A real-world study of PARP inhibitors in 75 patients with platinum-sensitive recurrent ovarian cancer from China

Abstract

Objective: The aim of this study is to assess the efficacy and safety of poly (ADP-ribose) polymerase inhibitor (PARPi) as a maintenance therapy for patients with platinum-sensitive recurrent epithelial ovarian cancer (PSROC) at the largest center of gynecologic oncology in Western China. Patients and methods: The efficacy of PARPi was evaluated by progression-free survival (PFS) and overall survival (OS) in this real-world single-center retrospective cohort study conducted at West China Second University Hospital. The safety of PARPi was assessed using Common Terminology Criteria for Adverse Events Version 5.0. Results: In this study, we included a total of 75 eligible patients, of which 54 (72.0%) received olaparib and 21 (28.0%) received niraparib. Among these patients, 24 (32.0%) had breast cancer susceptibility gene (BRCA) mutations, 27 (36.0%) achieved complete response after their last platinum-based therapy, and 22 (29.3%) had previously received ≥3rd-line chemotherapy. The median progression-free survival (mPFS) was 19.1 months (95% CI 8.5-29.7), and the median overall survival (mOS) had not been reached. Log-rank analysis revealed that age (<65 years old V.S. ≥65 years old) and previous lines of chemotherapy (2nd-line V.S. 3rd-line V.S. ≥4th-line) were associated with prolonged PFS (P <0.05). However, multivariate COX regression analysis did not identify any independent factors associated with prognosis (P >0.05).
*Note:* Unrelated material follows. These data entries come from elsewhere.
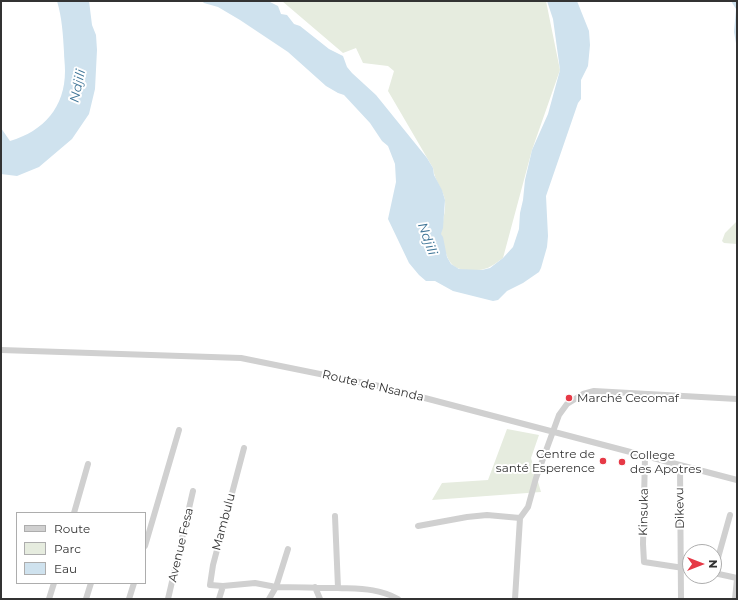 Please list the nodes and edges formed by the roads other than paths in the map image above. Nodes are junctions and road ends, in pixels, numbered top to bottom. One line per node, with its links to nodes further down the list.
1 (1, 350): 4 (street, Route de Nsanda)
2 (737, 399): 4 (street)
3 (179, 430): 16 (street)
4 (554, 431): 6 (street, Route de Nsanda); 14 (street)
5 (244, 448): 25 (street, Mambulu)
6 (645, 456): 8 (street, Route de Nsanda); 19 (street, Kinsuka)
7 (88, 464): 11 (street)
8 (680, 466): 9 (street, Route de Nsanda); 19 (street, Dikevu)
9 (737, 480)
10 (193, 491): 32 (street, Avenue Fesa)
11 (74, 512)
12 (730, 515): 17 (street)
13 (335, 516): 28 (street)
14 (520, 518): 15 (street); 37 (street)
15 (418, 526)
16 (146, 543)
17 (722, 544)
18 (288, 549): 26 (street)
19 (680, 567): 38 (street, Dikevu)
20 (722, 574): 21 (street)
21 (737, 578): 39 (street)
22 (54, 584): 29 (street)
23 (91, 584): 30 (street)
24 (134, 584): 31 (street)
25 (224, 586): 26 (street); 33 (street)
26 (276, 587): 27 (street); 34 (street)
27 (315, 587): 28 (street); 35 (street)
28 (338, 588): 36 (street)
29 (49, 599)
30 (86, 599)
31 (129, 599)
32 (168, 599)
33 (219, 599)
34 (269, 599)
35 (320, 599)
36 (398, 599)
37 (515, 599)
38 (681, 599)
39 (734, 599) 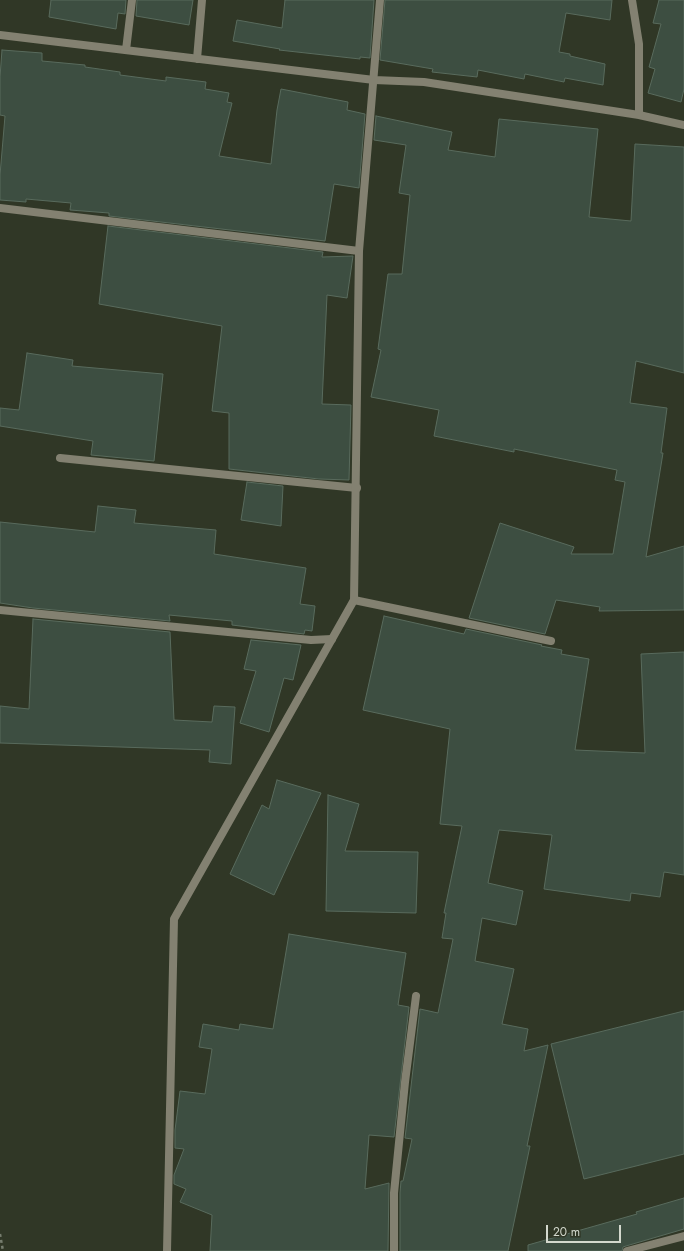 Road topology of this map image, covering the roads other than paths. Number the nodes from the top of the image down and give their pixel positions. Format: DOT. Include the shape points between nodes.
graph roads {
  1 [pos="132,0"];
  2 [pos="202,0"];
  3 [pos="380,0"];
  4 [pos="632,0"];
  5 [pos="0,35"];
  6 [pos="126,50"];
  7 [pos="197,59"];
  8 [pos="374,80"];
  9 [pos="639,115"];
  10 [pos="684,125"];
  11 [pos="0,208"];
  12 [pos="359,251"];
  13 [pos="60,458"];
  14 [pos="357,488"];
  15 [pos="354,600"];
  16 [pos="0,610"];
  17 [pos="332,639"];
  18 [pos="551,641"];
  19 [pos="416,996"];
  20 [pos="684,1236"];
  21 [pos="167,1251"];
  22 [pos="394,1251"];
  23 [pos="627,1251"];
  1 -- 6 [label="street"];
  2 -- 7 [label="street"];
  3 -- 8 [label="street"];
  4 -- 9 [label="street" via="638,44"];
  5 -- 6 [label="street"];
  6 -- 7 [label="street"];
  7 -- 8 [label="street"];
  8 -- 9 [label="street" via="424,82"];
  8 -- 12 [label="street"];
  9 -- 10 [label="street"];
  11 -- 12 [label="street"];
  12 -- 14 [label="street"];
  13 -- 14 [label="street"];
  14 -- 15 [label="street"];
  15 -- 17 [label="street"];
  15 -- 18 [label="street"];
  16 -- 17 [label="street" via="311,640"];
  17 -- 21 [label="street" via="174,919"];
  19 -- 22 [label="street" via="394,1193"];
  20 -- 23 [label="street"];
}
The most common grade≥3 adverse events in the olaparib group were anemia, thrombocytopenia, and leukopenia, while in the niraparib group, they were anemia and thrombocytopenia. Conclusion: This study confirmed that olaparib and niraparib are effective and tolerate for PSROC in real-world settings. At the follow-up endpoint, no independent prognostic factor associated with prolonged PFS was identified.